Records from a collection:

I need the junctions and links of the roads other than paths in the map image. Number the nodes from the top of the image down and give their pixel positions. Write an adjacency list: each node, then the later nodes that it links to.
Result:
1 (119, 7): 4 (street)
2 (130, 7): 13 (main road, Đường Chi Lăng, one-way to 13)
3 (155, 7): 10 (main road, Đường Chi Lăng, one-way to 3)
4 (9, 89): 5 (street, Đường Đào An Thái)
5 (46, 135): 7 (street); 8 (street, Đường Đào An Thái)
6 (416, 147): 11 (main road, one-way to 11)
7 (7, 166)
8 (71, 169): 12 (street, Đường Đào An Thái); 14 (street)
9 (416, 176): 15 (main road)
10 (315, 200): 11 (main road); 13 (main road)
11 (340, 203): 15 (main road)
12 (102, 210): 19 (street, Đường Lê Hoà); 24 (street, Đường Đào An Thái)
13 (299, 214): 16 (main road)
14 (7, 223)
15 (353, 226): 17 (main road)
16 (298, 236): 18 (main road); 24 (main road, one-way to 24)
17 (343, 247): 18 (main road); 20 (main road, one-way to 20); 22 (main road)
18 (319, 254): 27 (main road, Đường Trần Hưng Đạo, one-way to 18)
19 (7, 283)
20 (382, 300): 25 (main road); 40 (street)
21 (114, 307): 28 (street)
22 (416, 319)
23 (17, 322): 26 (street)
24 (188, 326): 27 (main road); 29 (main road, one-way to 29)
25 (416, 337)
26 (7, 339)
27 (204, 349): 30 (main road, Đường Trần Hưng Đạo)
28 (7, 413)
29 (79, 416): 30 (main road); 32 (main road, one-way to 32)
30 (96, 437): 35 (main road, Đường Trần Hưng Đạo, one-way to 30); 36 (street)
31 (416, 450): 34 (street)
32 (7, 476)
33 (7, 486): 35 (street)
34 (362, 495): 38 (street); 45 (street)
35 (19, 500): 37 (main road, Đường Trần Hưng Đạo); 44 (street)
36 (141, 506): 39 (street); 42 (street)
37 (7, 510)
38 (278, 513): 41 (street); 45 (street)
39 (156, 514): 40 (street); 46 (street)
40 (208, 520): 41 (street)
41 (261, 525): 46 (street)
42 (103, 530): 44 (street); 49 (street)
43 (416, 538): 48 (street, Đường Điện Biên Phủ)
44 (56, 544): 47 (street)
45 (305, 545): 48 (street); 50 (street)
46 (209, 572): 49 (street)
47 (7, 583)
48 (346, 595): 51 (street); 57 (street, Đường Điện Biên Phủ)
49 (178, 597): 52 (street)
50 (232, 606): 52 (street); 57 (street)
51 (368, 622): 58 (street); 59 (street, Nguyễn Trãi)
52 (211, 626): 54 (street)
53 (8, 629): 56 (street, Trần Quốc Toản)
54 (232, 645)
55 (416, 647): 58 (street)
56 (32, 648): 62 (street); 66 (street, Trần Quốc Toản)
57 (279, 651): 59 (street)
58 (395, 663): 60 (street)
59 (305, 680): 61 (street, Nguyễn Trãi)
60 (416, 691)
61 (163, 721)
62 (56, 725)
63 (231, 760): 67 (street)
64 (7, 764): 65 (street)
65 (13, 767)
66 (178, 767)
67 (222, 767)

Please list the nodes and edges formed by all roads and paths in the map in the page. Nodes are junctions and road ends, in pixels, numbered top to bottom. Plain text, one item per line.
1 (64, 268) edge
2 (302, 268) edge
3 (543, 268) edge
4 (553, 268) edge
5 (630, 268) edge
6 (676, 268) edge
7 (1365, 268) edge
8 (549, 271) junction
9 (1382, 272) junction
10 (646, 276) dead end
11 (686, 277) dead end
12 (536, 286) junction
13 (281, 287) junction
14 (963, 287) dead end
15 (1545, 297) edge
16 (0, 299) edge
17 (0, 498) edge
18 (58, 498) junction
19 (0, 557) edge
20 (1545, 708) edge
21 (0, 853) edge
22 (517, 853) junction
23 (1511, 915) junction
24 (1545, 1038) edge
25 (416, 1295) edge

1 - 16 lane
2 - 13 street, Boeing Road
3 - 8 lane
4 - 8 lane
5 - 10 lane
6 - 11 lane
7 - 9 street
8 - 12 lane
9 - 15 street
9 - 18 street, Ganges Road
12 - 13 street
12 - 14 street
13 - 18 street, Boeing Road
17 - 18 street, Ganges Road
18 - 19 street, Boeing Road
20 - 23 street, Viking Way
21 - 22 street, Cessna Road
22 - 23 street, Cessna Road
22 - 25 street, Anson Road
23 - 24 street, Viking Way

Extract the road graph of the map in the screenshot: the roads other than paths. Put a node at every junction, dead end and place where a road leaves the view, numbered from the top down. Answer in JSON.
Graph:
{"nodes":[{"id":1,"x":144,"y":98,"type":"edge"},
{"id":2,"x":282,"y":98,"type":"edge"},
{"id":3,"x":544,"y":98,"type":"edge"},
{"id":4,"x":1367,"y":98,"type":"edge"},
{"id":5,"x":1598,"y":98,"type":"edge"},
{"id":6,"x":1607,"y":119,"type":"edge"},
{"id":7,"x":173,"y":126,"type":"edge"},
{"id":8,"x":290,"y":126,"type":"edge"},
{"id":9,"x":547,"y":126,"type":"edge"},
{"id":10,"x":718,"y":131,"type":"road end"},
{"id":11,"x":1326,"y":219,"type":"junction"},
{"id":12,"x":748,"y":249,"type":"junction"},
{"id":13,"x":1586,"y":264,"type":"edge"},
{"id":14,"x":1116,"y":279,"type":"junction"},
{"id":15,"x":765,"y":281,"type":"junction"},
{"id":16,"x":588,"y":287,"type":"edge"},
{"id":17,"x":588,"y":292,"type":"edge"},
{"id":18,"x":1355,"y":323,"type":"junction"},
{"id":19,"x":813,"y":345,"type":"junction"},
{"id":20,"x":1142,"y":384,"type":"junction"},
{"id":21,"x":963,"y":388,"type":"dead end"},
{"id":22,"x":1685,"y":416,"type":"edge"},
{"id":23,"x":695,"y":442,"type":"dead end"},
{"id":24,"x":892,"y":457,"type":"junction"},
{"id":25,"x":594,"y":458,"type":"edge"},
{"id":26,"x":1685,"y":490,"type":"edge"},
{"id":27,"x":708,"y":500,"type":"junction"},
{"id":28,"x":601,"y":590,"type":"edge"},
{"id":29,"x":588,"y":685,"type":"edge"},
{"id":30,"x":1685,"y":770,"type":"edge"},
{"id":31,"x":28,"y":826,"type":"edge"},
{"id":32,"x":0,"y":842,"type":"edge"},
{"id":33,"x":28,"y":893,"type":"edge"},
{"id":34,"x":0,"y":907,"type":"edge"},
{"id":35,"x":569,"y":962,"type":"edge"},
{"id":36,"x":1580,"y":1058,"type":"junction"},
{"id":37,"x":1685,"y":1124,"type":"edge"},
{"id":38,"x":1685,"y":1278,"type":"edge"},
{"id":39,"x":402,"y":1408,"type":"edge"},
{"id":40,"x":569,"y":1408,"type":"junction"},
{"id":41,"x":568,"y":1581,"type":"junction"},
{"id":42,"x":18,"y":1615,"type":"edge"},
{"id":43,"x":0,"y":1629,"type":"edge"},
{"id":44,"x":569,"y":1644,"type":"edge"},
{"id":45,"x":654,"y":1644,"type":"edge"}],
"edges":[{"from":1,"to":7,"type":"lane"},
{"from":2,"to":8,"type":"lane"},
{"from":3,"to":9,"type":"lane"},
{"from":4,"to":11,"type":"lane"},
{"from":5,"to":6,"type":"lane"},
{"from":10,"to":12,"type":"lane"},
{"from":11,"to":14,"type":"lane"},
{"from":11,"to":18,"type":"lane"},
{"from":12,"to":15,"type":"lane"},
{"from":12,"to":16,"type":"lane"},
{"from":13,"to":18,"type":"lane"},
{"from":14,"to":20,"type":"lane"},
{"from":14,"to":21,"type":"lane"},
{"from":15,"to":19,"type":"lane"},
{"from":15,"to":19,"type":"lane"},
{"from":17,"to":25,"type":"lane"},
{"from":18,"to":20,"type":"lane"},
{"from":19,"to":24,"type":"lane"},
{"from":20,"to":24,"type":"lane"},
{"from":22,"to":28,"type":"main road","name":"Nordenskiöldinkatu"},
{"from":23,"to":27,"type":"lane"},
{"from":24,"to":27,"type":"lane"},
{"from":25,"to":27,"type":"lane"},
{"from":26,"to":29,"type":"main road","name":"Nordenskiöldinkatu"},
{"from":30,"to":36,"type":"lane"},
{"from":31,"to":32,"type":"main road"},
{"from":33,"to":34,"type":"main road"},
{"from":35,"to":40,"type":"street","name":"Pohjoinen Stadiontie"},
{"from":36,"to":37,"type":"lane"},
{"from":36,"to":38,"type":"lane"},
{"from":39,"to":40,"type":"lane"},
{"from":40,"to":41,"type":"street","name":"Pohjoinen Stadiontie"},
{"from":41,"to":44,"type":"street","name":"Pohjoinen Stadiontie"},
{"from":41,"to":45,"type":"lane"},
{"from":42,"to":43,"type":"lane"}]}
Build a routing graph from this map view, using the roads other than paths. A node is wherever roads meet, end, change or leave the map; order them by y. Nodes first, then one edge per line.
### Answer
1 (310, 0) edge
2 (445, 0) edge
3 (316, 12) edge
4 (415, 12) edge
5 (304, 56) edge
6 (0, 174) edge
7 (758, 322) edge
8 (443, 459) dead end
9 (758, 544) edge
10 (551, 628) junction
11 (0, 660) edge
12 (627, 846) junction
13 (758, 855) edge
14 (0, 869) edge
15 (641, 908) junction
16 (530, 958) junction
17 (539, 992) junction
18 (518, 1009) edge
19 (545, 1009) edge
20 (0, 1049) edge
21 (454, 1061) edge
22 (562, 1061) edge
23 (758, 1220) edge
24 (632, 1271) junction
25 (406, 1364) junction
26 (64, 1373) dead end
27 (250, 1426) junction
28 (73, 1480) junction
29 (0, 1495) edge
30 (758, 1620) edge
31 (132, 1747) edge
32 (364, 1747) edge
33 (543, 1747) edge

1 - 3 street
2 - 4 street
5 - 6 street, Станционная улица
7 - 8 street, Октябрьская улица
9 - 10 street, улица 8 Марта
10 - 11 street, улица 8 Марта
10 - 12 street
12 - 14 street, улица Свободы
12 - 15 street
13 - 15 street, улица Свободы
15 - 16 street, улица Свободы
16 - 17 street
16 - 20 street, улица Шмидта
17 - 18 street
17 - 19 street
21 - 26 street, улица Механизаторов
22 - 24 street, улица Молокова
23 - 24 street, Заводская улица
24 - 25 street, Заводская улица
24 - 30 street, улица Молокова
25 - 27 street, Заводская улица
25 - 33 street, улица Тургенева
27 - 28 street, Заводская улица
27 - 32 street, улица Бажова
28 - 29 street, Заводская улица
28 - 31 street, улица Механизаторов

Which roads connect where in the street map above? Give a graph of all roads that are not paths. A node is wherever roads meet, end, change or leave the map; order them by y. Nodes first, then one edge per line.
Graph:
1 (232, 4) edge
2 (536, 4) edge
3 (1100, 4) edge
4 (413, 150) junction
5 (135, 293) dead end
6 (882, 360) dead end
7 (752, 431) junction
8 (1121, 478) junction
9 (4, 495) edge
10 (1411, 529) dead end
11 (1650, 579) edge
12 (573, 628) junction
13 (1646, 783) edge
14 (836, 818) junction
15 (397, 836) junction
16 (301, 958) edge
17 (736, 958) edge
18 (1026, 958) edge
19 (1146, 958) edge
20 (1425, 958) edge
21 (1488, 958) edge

**Problem requirements**
Across the records, how many lines carry the word "meet"? The answer should be a number alone.

**Output for this exercise**
2